• Work to be completed:
Which lines below include "LOUDON"? Copy them all.
___ Task inputs
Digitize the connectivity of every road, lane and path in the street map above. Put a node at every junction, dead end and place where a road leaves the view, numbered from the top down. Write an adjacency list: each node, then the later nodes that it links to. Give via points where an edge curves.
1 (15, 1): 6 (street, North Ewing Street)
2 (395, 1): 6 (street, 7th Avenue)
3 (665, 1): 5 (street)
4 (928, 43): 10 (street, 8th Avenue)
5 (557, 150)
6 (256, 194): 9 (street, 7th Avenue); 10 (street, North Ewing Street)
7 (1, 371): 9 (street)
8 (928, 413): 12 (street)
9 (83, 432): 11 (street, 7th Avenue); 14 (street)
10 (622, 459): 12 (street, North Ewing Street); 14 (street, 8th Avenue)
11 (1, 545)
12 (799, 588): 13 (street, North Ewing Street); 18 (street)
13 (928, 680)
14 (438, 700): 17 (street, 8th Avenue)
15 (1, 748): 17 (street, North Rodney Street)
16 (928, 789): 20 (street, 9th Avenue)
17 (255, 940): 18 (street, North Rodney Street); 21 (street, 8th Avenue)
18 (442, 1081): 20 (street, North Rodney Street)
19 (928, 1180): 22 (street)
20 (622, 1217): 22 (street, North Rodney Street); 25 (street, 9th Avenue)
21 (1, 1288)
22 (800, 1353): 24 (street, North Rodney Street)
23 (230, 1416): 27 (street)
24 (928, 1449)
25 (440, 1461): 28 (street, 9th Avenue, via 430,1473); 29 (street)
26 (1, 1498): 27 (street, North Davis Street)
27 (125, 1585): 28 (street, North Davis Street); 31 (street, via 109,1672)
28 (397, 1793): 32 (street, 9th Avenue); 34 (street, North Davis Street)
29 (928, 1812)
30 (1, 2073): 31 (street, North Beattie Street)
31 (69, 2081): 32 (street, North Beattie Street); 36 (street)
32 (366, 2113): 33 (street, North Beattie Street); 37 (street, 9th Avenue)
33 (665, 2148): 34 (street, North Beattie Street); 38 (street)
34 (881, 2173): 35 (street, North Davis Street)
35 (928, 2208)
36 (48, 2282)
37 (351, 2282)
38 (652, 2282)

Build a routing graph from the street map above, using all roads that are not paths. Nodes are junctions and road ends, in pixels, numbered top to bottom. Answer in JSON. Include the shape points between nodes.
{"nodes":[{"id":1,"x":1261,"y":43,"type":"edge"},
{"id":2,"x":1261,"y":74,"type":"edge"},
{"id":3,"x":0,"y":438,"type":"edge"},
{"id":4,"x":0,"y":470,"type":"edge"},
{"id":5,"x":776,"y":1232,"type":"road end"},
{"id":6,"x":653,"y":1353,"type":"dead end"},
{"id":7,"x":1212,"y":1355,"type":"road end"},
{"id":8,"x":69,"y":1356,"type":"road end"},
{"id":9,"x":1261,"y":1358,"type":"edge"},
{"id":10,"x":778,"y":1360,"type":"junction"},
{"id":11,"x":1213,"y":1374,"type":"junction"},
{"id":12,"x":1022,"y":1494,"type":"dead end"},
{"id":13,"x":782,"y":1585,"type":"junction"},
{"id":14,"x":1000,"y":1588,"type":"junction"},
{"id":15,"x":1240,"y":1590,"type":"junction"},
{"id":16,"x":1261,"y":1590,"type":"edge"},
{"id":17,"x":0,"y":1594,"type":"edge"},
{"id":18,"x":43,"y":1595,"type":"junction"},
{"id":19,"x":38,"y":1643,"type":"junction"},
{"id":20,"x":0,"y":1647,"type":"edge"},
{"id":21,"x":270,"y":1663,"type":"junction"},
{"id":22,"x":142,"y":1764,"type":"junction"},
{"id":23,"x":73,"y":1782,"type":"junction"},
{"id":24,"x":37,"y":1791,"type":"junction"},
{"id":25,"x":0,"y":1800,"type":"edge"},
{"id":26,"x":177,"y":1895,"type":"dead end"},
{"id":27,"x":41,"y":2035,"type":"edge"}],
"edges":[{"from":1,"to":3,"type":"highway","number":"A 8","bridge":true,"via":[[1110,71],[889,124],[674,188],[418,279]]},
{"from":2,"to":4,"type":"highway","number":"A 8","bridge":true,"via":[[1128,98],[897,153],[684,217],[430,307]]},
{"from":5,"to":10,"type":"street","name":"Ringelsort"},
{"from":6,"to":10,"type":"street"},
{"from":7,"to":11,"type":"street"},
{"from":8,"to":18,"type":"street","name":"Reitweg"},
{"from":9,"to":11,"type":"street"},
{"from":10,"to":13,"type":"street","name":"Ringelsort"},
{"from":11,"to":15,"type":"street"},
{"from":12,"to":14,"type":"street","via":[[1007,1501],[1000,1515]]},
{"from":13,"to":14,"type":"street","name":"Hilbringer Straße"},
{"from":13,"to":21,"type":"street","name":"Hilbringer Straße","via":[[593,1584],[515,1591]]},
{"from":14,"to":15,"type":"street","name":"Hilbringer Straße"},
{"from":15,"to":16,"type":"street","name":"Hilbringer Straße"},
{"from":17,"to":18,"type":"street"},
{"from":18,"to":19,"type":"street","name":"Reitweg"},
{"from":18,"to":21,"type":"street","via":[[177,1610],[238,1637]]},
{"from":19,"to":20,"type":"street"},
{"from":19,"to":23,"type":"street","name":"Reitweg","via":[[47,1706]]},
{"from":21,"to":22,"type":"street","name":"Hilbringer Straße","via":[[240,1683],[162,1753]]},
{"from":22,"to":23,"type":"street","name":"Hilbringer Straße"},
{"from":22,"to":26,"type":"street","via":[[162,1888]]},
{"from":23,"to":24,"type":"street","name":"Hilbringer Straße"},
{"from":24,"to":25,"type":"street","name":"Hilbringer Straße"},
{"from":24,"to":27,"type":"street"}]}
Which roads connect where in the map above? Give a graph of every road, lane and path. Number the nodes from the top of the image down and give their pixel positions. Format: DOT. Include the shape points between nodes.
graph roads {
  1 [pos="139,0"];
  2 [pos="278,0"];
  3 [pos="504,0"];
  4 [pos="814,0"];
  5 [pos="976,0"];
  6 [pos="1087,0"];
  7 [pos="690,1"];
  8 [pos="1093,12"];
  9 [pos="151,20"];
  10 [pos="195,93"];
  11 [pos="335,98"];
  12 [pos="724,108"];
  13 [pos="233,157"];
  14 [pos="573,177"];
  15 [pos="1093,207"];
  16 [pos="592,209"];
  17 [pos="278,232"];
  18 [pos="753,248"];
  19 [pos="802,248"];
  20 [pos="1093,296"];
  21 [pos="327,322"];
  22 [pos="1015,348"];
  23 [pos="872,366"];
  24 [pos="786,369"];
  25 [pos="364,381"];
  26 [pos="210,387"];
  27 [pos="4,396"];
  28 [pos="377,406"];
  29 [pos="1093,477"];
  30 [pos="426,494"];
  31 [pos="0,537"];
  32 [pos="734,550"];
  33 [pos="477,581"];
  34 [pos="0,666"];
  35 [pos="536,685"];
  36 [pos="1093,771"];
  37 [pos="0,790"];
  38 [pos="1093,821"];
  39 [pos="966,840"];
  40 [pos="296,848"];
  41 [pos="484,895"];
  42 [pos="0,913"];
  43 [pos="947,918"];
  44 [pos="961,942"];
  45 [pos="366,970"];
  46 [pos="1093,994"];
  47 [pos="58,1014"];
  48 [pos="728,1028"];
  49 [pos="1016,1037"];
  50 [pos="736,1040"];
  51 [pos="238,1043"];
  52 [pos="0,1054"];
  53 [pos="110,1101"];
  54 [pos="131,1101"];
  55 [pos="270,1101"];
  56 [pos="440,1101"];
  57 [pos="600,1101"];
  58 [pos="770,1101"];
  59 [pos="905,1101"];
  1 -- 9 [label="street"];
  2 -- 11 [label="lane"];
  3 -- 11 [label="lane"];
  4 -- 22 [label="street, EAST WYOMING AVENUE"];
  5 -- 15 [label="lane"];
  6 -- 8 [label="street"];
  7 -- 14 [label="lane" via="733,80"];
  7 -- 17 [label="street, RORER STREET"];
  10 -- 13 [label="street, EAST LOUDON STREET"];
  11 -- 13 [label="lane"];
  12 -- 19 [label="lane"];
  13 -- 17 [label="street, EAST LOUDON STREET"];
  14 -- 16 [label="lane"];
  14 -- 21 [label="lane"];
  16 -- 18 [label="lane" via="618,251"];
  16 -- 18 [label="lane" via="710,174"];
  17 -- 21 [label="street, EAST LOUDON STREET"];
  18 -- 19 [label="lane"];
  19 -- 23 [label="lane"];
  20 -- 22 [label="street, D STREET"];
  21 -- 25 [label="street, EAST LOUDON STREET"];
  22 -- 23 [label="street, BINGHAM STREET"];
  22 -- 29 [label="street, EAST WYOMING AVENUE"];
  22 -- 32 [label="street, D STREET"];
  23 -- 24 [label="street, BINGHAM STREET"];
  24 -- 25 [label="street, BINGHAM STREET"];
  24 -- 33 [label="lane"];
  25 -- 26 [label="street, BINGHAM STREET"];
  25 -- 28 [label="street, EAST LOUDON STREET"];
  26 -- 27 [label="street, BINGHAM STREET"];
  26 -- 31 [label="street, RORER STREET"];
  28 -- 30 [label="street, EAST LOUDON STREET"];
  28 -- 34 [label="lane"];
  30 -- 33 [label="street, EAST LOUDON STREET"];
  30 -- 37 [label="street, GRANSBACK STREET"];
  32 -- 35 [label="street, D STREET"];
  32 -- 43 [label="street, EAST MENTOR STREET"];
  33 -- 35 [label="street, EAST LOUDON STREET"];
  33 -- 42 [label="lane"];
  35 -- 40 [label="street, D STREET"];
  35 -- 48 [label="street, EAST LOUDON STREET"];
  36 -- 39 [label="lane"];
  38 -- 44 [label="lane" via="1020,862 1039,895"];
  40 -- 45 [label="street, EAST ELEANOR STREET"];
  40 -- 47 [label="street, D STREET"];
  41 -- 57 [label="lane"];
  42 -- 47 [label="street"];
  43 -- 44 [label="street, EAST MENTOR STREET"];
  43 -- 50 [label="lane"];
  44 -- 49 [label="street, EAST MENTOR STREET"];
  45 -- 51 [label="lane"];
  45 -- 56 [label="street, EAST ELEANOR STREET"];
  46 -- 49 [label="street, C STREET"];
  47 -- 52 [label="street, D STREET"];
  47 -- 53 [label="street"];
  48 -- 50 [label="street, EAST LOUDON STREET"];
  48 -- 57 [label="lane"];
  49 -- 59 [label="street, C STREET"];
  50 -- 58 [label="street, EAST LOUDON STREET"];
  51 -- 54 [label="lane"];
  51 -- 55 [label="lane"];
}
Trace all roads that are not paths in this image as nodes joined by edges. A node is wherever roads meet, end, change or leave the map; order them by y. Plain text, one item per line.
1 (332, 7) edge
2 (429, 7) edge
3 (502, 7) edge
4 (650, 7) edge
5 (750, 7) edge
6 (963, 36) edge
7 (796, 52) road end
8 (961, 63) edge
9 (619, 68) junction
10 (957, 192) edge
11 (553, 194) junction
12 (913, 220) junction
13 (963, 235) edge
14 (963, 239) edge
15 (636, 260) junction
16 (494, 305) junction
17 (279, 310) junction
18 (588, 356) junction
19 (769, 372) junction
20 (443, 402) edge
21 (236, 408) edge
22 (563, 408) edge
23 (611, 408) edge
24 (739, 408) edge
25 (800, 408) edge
______
• Worked solution:
  10 -- 13 [label="street, EAST LOUDON STREET"];
  13 -- 17 [label="street, EAST LOUDON STREET"];
  17 -- 21 [label="street, EAST LOUDON STREET"];
  21 -- 25 [label="street, EAST LOUDON STREET"];
  25 -- 28 [label="street, EAST LOUDON STREET"];
  28 -- 30 [label="street, EAST LOUDON STREET"];
  30 -- 33 [label="street, EAST LOUDON STREET"];
  33 -- 35 [label="street, EAST LOUDON STREET"];
  35 -- 48 [label="street, EAST LOUDON STREET"];
  48 -- 50 [label="street, EAST LOUDON STREET"];
  50 -- 58 [label="street, EAST LOUDON STREET"];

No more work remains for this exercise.